With the widespread application of AI technologies, the demand for AI power supply chips is experiencing explosive growth, from AI servers, accelerator cards to network switches. These chips not only provide stable power supply to AI systems to ensure their normal operation but also take the responsibility of energy conservation and emission reduction by lowering power consumption. However, with the increasing demand for computational power, issues such as energy consumption and heat dissipation in AI devices are becoming more prominent. Ensuring high-efficiency, low-power, and consistently stable power delivery has become a key focus for the AI industry.

The changes from traditional CPUs to GPUs as the core of computational devices has significantly improved processing efficiency, making complex data handling and deep learning models achievable. However, high performance often comes with high cost of power consumption. While pursuing faster computational speeds, the energy demand of GPUs continues to increase, imposing substantial energy pressure on data centers and servers. High-performance AI chips generate a considerable amount of heat during operation. If heat dissipation is not timely or effective, it can affect device stability, shorten their lifespan, and limit further growth in AI computational power. The thermal design power (TDP) of a single high-performance AI chip is expected to reach 1,000W, and in the future, more than 2,000W—reaching the upper limits of traditional air-cooling systems.

The requirements for power module density and size are becoming increasingly stringent. Taking the OAM (Open Accelerator Module) data processor as an example, the power demand for processors on a single board has reached 600W, far exceeding the output power of previous individual power modules. In the future, this demand may escalate to 1,000W or even 2,000W. Simultaneously, processor current requirements will increase from a few hundred Amperes to 1,000A or even 2,000A and above. As load power increases, customers demand higher efficiency from power modules, while the overall area of the unit on the board shrinks. Currently, efficiencies more than 95% have become standard spec. for such requirements. These conflicting demands pose a significant challenge for power module industry.

As transistor sizes shrink and their density increases, the coexistence of interconnect and power lines on circuit layers creates increasingly complex networks. With stacking layers rising to 10–20 layers, delivering power and data signals to the transistors has become a critical challenge. Consequently, the industry is researching solutions to move power lines to the back of the chip. This Backside Power Delivery Network (BSPDN) technology allows the chip front side to focus only on signal interconnects for transistors. It reduces congestion in the back-end wiring and offers power performance advantages, addressing the increasing power output challenges arising from transistor scaling.

Power module PCB Solutions

1. 2.5D Technology: Embedding components such as inductors, capacitors, resistors, and power devices into the PCB to reduce the overall product height and improve power density.

2. Controlled Depth Drilling Technology: Pre-machining controlled-depth grooves in the PCB based on phase requirements for assembling magnetic cores. During the assembly process, magnetic cores and components are integrated with the PCB in 3D, reducing size and increasing power density to meet high-current and high-heat dissipation demands.

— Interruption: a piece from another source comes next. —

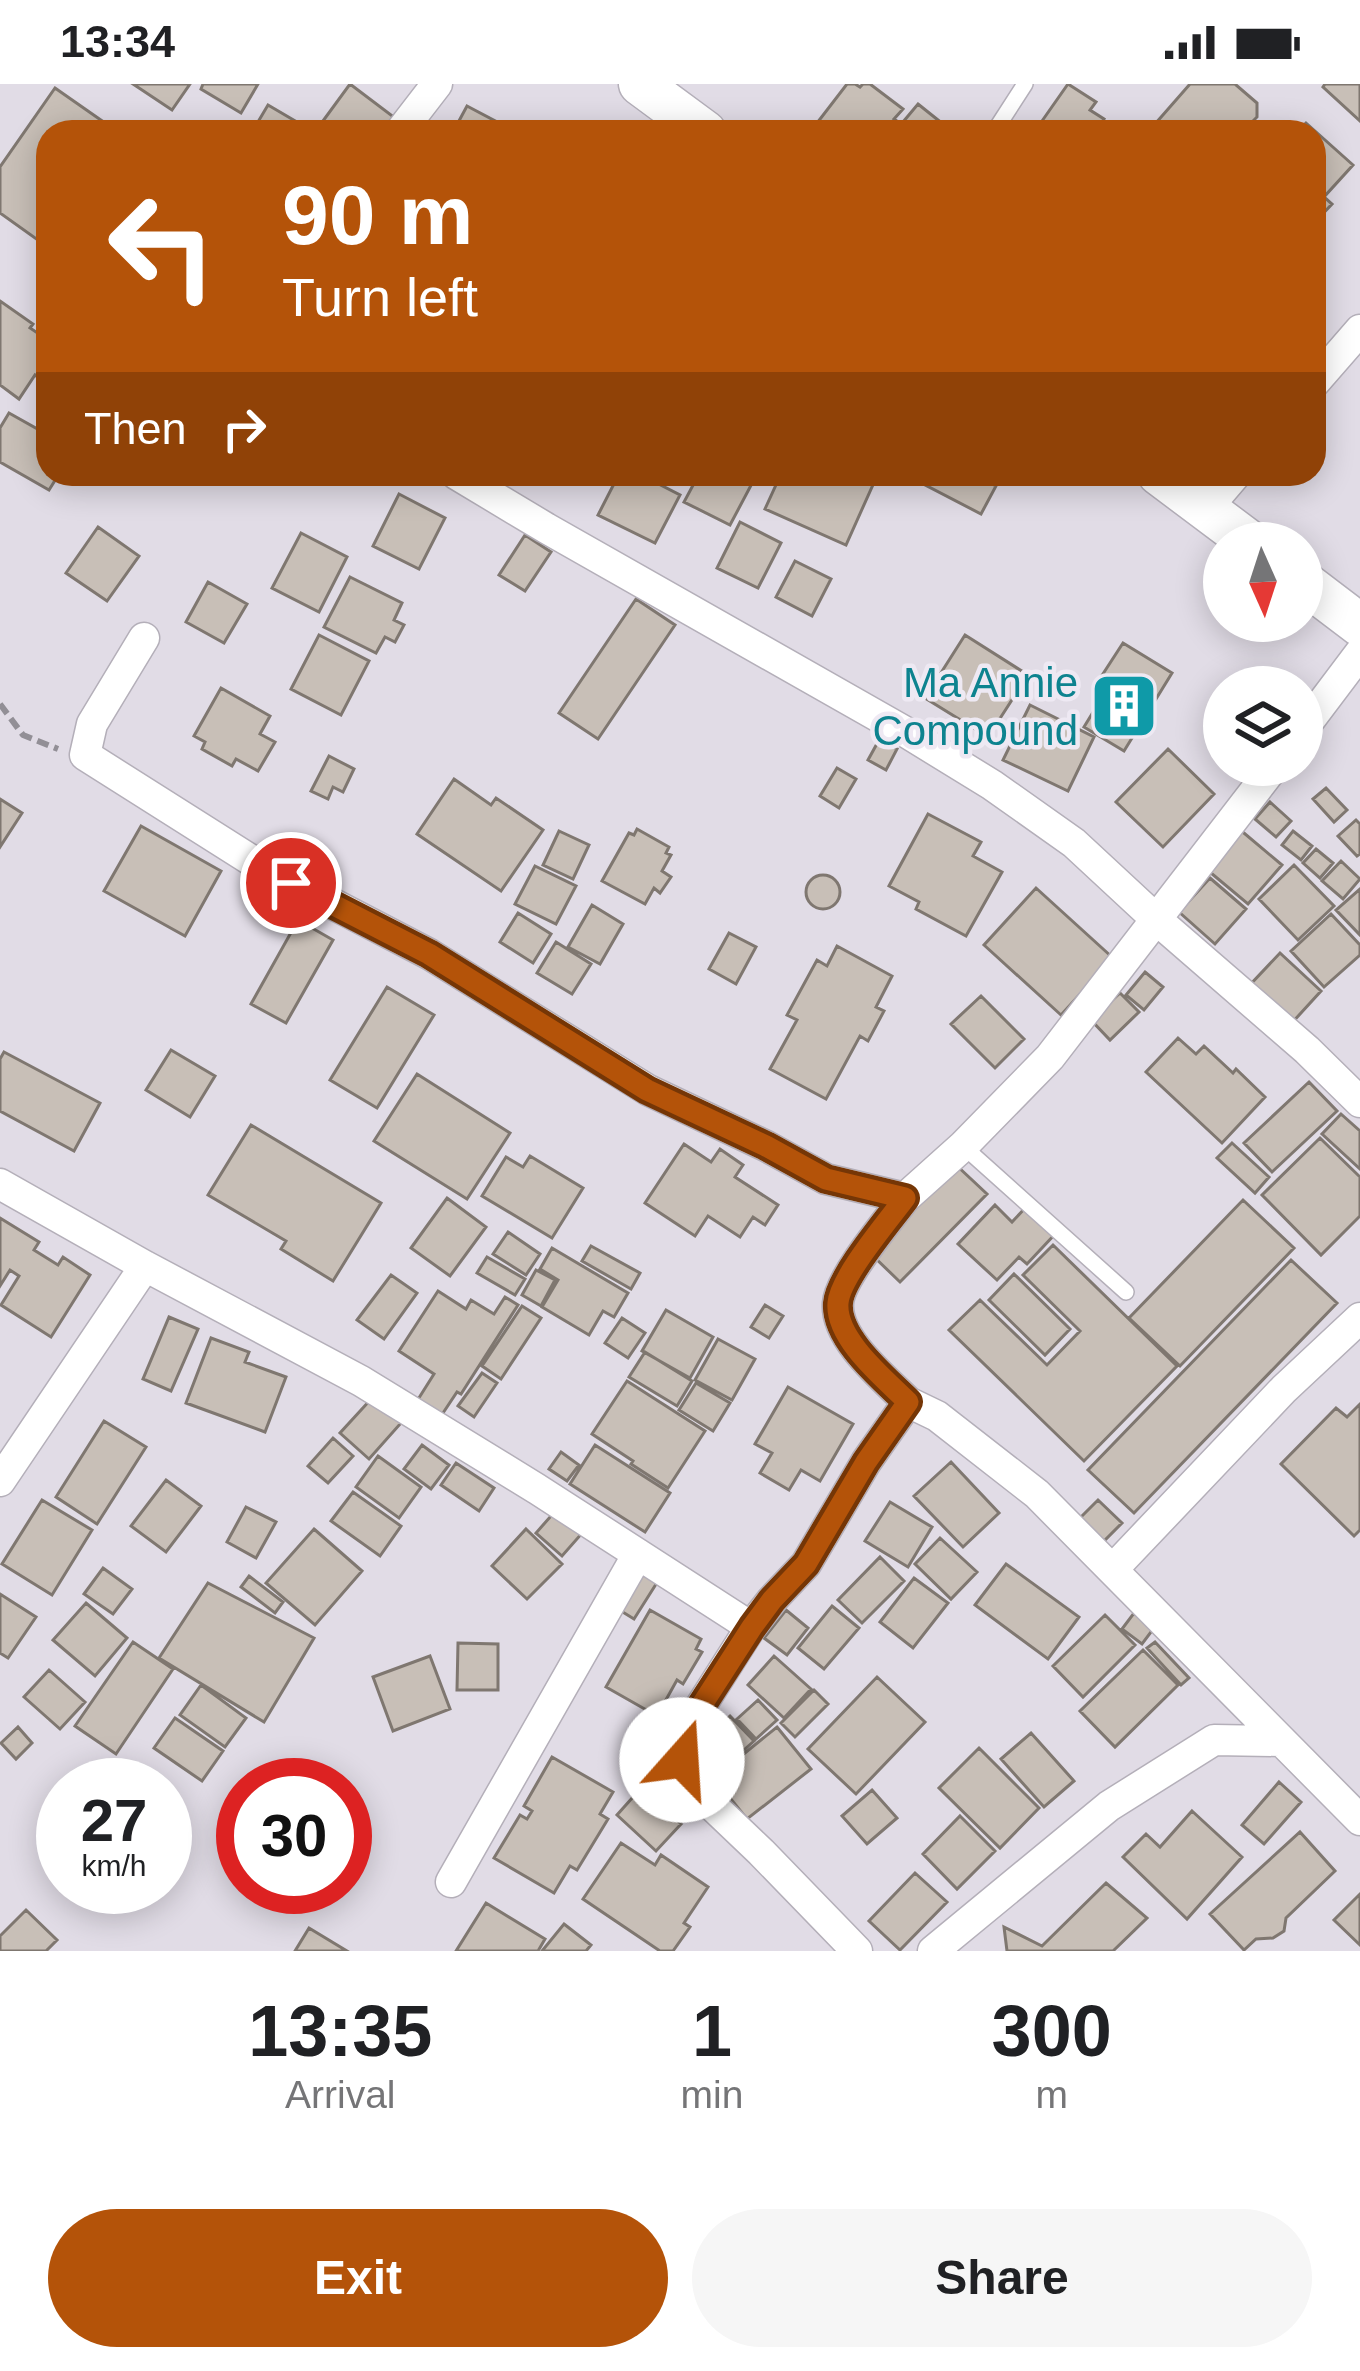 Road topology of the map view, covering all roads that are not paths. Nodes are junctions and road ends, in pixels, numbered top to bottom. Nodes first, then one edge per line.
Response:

3. Ultra-Thick Copper Technology: Current requirements include hole copper plating thickness ranging from 200μm to 500μm, with potential demand for even thicker copper in the future. Replacing copper pillars with plated copper achieves high-current capacity.

4. Laser Slotting Technology: By increasing the connection area between adjacent power and ground layers, this process reduces thermal resistance, improving current flow and heat dissipation in power modules.

5. HDI Any Layer Interconnections Technology: Combining laser-drilled vias and mechanical buried vias with plated flat surfaces meets the high-current and heat dissipation requirements of power modules.